Inhibition of Acetylcholinesterase (AChE) is still considered as the main therapeutic strategy against Alzheimer's disease (AD). Many plant derived phytochemicals have shown AChE inhibitory activity in addition to the currently approved drugs for AD. In the present study, methanolic extracts of 20 plants used in Indian Ayurvedic system of medicine for improving cognitive function were screened for acetylcholinesterase inhibitory activity by Ellman's microplate colorimetric method. Out of 20 extracts, Emblica officinalis, Nardostachys jatamansi, Nelumbo nucifera, Punica granatum and Raulfia Serpentina showed IC50 values <100 µg/ml for acetylcholinesterase inhibitory activity. Antioxidant activities of these plants were assessed by DPPH scavenging assay. Among the extracts used, antioxidant activity was highest for Terminalia chebula and Emblica officinalis with IC50 values <10 µg/ml. Considering the complex multifactorial etiology of AD, these plant extracts will be safer and better candidates for the future disease modifying therapies against this devastating disease.

Intranasal administration of insulin lowers amyloid-beta levels in rat model of diabetes.

Alzheimer's disease (AD) is a neurodegenerative disorder characterized by abnormal accumulation of amyloid beta (A beta) peptide in brain regions subserving memory and other cognitive functions. Hyperglycemia and perturbed insulin signaling have been proposed as pathogenic factors contributing to AD. The aim of the present study is to validate the use of streptozotocin (STZ) injected rats as an experimental model of AD. Using this model, the effect of intranasal administration of insulin on reduction of A beta levels was measured. The current findings strengthen the case for insulin as therapy for AD afflicted individuals with or without diabetes.

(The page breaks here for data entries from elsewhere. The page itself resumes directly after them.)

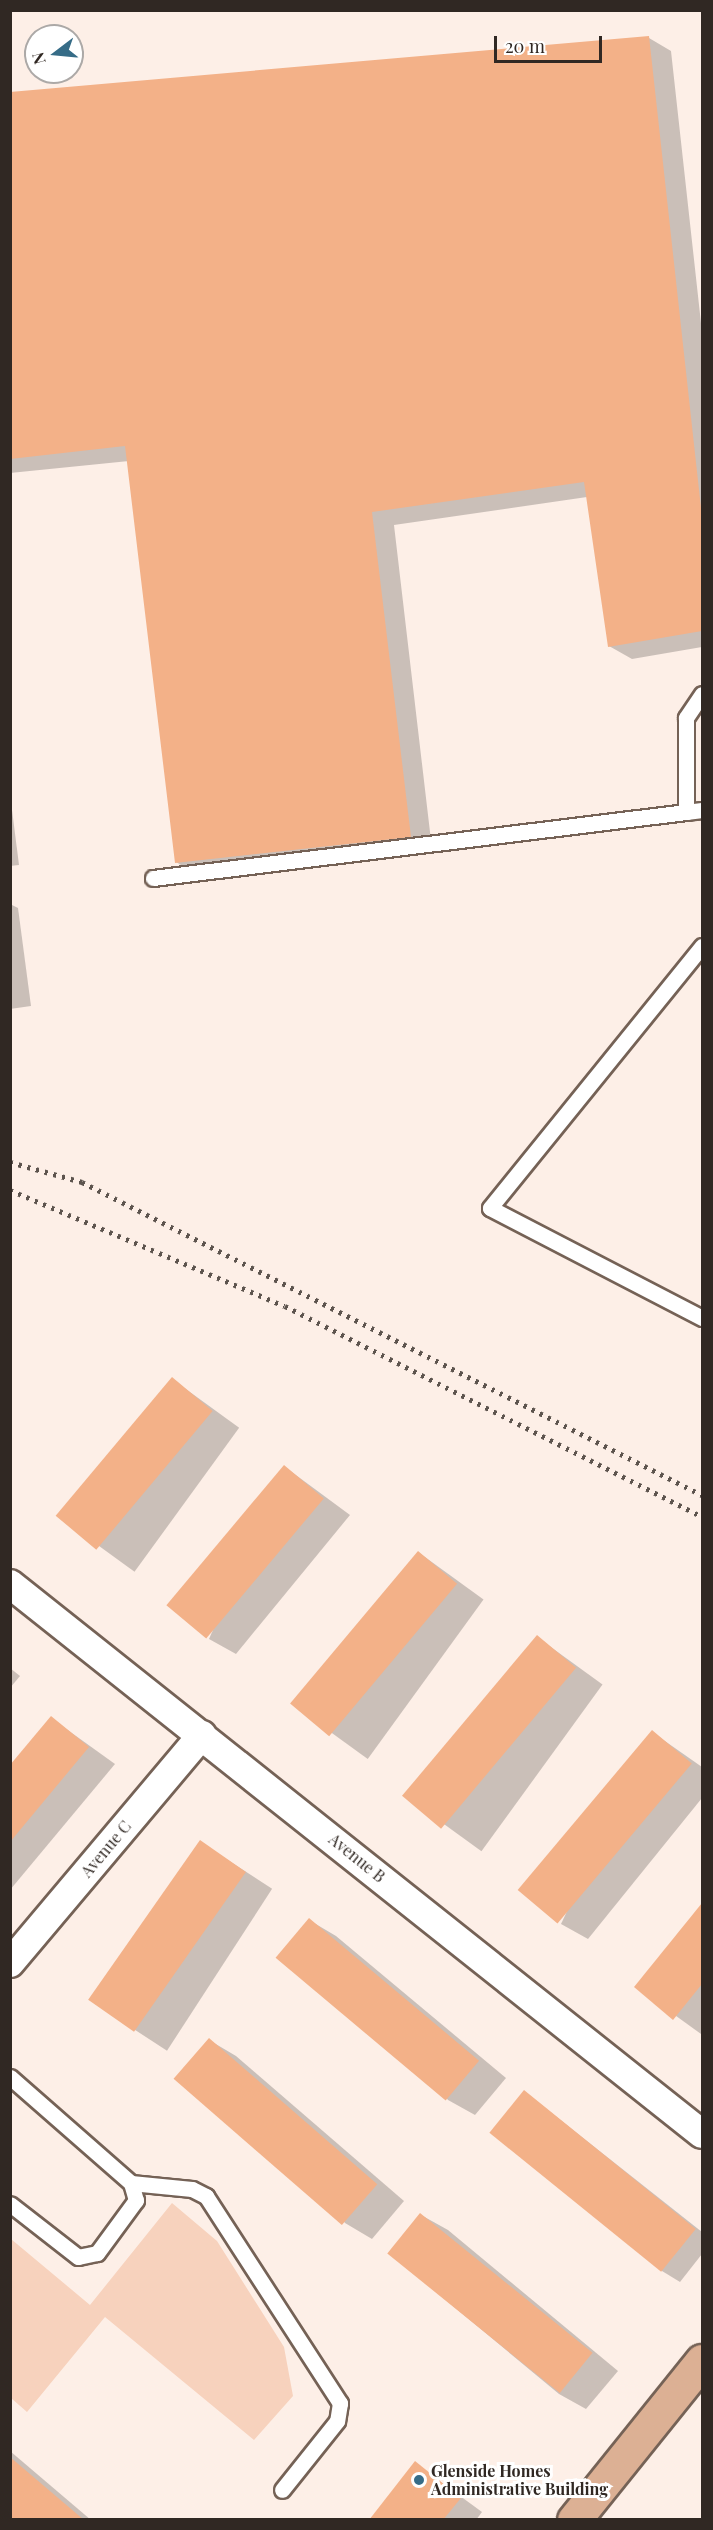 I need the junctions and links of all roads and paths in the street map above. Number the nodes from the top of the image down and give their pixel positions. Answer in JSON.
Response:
{"nodes":[{"id":1,"x":702,"y":694,"type":"edge"},
{"id":2,"x":702,"y":810,"type":"edge"},
{"id":3,"x":686,"y":812,"type":"junction"},
{"id":4,"x":153,"y":878,"type":"dead end"},
{"id":5,"x":702,"y":946,"type":"edge"},
{"id":6,"x":702,"y":1318,"type":"edge"},
{"id":7,"x":10,"y":1584,"type":"edge"},
{"id":8,"x":202,"y":1735,"type":"junction"},
{"id":9,"x":10,"y":1963,"type":"edge"},
{"id":10,"x":10,"y":2077,"type":"edge"},
{"id":11,"x":702,"y":2134,"type":"edge"},
{"id":12,"x":131,"y":2183,"type":"junction"},
{"id":13,"x":10,"y":2204,"type":"edge"},
{"id":14,"x":702,"y":2361,"type":"edge"},
{"id":15,"x":282,"y":2490,"type":"dead end"},
{"id":16,"x":574,"y":2520,"type":"edge"}],
"edges":[{"from":1,"to":3,"type":"lane"},
{"from":2,"to":3,"type":"lane"},
{"from":3,"to":4,"type":"lane"},
{"from":5,"to":6,"type":"lane"},
{"from":7,"to":8,"type":"street","name":"Avenue B"},
{"from":8,"to":9,"type":"street","name":"Avenue C"},
{"from":8,"to":11,"type":"street","name":"Avenue B"},
{"from":10,"to":12,"type":"lane"},
{"from":12,"to":13,"type":"lane"},
{"from":12,"to":15,"type":"lane"},
{"from":14,"to":16,"type":"main road"}]}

Identification and mapping of linear antigenic determinants of human amyloid ß(1-42) peptide.

Accumulation of cytotoxic oligomers of amyloid ß (Aß) is one of the major pathological hallmarks of Alzheimer's disease (AD). Several immunological approaches that prevent the conversion of Aß into its toxic form or that accelerate its clearance are being actively pursued worldwide. As part of these attempts, we have carried out sequential epitope analysis of Aß where antibodies raised against native Aß and its homologue Aß-KEK were screened for binding to five overlapping hexadecapeptides encompassing the full length of Aß sequence with 10 amino acid overlap. By this approach, we could identify a neutralizing epitope spanning the region 13-28 in Aß. These results demonstrate the presence of an additional stretch of Aß that can serve as mini-vaccine for AD.